一株糖降解噬糖菌FZY0027的多糖水解活性及基因组分析

【目的】潮间带海水中分离获得一株具有水解多糖能力的菌株FZY0027，分析其对不同多糖的水解能力和基因组特征。【方法】通过形态观察、16S rRNA基因测序和基于Illumina NovaSeq和OxfordNanopore PromethION测序技术全基因组测序对菌株FZY0027进行鉴定。使用dbCAN、EasyCGTree、BRIG和Easyfig等生物信息学软件将菌株FZY0027和降解糖噬糖菌(Saccharophagus degradans) 2-40^T进行比较。使用3,5-二硝基水杨酸(3,5-dinitrosalicylic acid, DNS)法测定多糖水解活性。【结果】菌株FZY0027与S. degradans 2-40^T的16S rRNA基因序列相似度达到99.9%，初步鉴定为降解糖噬糖菌(S. degradans) FZY0027。该菌株在水解淀粉、木聚糖和甘露聚糖时产生的还原糖浓度最高，分别为2.28、1.75和1.10 mg/mL。菌株FZY0027基因组全长5 178 381 bp，共编码4 156个基因，G+C含量为45.8%。菌株FZY0027与S. degradans 2-40^T的平均核苷酸一致性(average nucleotide identity, ANI)、平均氨基酸一致性(average amino acid identity, AAI)和DNA-DNA分子杂交(digital DNA-DNA hybridization, dDDH)值分别为96.5%、96.7%和70.0%。经碳水化合物活性酶数据库注释获得303个基因，其中，菌株FZY0027和S. degradans 2-40^T分别有糖苷水解酶(glycoside hydrolases, GHs)结构域的基因137个和130个。菌株FZY0027具有多个参与淀粉、木聚糖等多糖水解的基因，这与菌株FZY0027对淀粉和木聚糖的水解能力强的结果一致。然而，与S. degradans 2-40^T相比，菌株FZY0027在实验条件下只能水解少数多糖，这可能需要特定的诱导条件才能充分发挥其多糖水解能力。【结论】菌株FZY0027是一株多能型多糖水解菌，具有潜在开发价值。

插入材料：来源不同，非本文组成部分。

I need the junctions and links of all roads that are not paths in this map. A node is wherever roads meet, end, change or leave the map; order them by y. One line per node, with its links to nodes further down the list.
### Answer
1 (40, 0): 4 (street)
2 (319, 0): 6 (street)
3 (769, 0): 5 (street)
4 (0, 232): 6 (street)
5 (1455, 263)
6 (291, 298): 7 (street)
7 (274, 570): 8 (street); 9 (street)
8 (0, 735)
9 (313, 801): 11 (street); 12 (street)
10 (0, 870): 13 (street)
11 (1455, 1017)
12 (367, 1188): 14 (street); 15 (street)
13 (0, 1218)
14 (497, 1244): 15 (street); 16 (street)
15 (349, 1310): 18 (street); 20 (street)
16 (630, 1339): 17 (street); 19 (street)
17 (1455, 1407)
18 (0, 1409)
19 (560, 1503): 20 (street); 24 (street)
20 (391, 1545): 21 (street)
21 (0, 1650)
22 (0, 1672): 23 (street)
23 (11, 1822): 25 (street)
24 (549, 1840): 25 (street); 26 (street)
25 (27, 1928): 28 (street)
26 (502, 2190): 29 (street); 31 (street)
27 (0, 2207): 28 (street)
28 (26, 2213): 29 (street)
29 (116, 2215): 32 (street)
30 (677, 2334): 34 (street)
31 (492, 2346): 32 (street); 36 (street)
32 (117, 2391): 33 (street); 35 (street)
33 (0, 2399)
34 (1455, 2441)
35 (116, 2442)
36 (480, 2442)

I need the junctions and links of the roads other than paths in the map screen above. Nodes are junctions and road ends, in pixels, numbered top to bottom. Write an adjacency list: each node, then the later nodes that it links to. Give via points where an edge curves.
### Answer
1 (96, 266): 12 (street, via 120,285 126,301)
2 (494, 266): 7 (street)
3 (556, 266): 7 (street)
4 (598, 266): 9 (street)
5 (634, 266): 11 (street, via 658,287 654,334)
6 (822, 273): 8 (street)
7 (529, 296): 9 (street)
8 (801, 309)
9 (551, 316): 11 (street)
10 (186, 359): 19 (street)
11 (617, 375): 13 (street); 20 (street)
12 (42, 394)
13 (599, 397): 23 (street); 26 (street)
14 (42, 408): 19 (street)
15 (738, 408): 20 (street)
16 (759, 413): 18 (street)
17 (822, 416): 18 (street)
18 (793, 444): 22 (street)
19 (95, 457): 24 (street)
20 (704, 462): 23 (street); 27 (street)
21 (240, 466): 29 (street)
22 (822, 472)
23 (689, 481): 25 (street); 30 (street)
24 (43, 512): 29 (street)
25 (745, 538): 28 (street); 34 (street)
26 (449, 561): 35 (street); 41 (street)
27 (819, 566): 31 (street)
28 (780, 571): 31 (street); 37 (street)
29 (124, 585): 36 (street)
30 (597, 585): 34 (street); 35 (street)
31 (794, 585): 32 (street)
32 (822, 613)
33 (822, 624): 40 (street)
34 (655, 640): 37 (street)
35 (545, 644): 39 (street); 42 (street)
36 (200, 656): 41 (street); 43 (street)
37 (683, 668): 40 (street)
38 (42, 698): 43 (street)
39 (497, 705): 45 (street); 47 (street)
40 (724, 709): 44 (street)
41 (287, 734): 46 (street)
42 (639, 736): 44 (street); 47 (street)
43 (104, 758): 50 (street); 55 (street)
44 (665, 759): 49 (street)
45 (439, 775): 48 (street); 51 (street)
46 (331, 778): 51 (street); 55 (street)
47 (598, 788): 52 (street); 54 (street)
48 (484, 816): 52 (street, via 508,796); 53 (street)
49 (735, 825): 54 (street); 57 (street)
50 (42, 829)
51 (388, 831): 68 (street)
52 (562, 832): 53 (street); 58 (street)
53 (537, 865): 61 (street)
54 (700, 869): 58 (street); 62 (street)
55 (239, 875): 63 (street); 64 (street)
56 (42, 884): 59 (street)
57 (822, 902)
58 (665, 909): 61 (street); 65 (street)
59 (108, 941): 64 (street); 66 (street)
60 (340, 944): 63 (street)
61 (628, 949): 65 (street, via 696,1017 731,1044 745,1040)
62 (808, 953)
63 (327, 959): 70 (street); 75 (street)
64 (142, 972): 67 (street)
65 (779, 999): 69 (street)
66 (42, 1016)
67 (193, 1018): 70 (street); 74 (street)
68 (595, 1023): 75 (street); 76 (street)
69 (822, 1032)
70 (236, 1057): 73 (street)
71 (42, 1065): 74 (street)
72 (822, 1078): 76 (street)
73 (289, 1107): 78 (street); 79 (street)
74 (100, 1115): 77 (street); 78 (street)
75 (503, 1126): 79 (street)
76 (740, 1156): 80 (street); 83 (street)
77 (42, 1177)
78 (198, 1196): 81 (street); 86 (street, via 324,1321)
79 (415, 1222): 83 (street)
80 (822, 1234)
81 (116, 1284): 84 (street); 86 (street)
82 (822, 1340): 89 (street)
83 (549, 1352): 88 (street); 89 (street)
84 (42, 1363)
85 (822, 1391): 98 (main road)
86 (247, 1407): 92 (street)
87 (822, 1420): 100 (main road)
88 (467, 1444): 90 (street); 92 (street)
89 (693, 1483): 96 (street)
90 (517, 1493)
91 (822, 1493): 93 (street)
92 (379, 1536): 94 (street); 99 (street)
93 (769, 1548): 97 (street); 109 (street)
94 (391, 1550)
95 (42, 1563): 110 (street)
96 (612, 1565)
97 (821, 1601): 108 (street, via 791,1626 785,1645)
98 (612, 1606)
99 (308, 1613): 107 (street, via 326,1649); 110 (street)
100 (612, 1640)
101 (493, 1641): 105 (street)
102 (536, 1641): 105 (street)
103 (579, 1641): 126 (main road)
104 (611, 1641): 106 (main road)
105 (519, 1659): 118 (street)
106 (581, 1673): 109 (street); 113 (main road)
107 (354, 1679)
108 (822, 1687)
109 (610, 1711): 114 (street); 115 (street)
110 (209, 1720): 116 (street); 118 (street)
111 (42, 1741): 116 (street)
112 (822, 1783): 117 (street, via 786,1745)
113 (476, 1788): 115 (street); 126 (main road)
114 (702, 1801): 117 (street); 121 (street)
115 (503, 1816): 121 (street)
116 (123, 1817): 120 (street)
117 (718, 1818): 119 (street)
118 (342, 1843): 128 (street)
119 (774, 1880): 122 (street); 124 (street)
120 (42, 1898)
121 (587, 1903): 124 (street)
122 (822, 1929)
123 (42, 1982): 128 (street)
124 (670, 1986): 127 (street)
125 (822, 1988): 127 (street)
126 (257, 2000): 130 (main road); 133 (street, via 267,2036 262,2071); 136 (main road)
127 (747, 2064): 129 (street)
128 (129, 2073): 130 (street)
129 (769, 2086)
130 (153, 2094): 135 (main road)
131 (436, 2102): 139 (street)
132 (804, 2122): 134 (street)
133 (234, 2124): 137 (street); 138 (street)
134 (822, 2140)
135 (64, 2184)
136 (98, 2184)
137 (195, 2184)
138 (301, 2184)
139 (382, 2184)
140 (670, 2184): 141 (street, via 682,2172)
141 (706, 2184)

Polysaccharide hydrolysis activity and genomic information of Saccharophagus degradans FZY0027

[Objective] To analyze the polysaccharide hydrolysis activity and genomic characteristics of a Gram-negative bacterial strain FZY0027 isolated from intertidal seawater. [Methods] The strain FZY0027 was identified based on the morphological characteristics, 16S rRNA gene sequence, and the whole genome sequence determined by Illumina NovaSeq and Oxford Nanopore PromethION. Bioinformatics tools such as dbCAN, EasyCGTree, BRIG, and Easyfig were used to compare the strain FZY0027 with Saccharophagus degradans 2-40^T. The 3,5-dinitrosalicylic acid (DNS) method was employed to measure the polysaccharide hydrolysis activity of strain FZY0027. [Results] The 16S rRNA gene sequence showed the similarity of 99.9% between strain FZY0027 and S. degradans 2-40^T, and thus strain FZY0027 was preliminarily identified as S. degradans FZY0027. The highest levels of reducing sugars (2.28, 1.75, and 1.10 mg/mL, respectively) were produced by FZY0027 through the hydrolysis of starch, xylan, and mannose. The genome of strain FZY0027 was 5 178 381 bp, encoding a total of 4 156 genes, with the G+C content of 45.8%. The average nucleotide identity (ANI), average amino acid identity (AAI), and digital DNA-DNA hybridization (dDDH) values between strain FZY0027 and S. degradans 2-40^T were 96.5%, 96.7%, and 70.0%, respectively. A total of 303 genes were annotated in the Carbohydrate-Active Enzyme database, and there was a significant difference in the number (137 and 130, respectively) of genes encoding glycoside hydrolases (GHs) between strain FZY0027 and S. degradans 2-40^T. Strain FZY0027 carried multiple genes involved in the hydrolysis of starch and xylan, which was corresponding to its strong ability to hydrolyse starch and xylan. However, compared with S. degradans 2-40^T, strain FZY0027 could only hydrolyse a few polysaccharides under the experimental conditions in this study, which suggested that this strain may require specific culture conditions to fully exert its polysaccharide hydrolysis ability. [Conclusion] Strain FZY0027 is a versatile polysaccharide-hydrolyzing bacterium with the potential for bioresource utilization.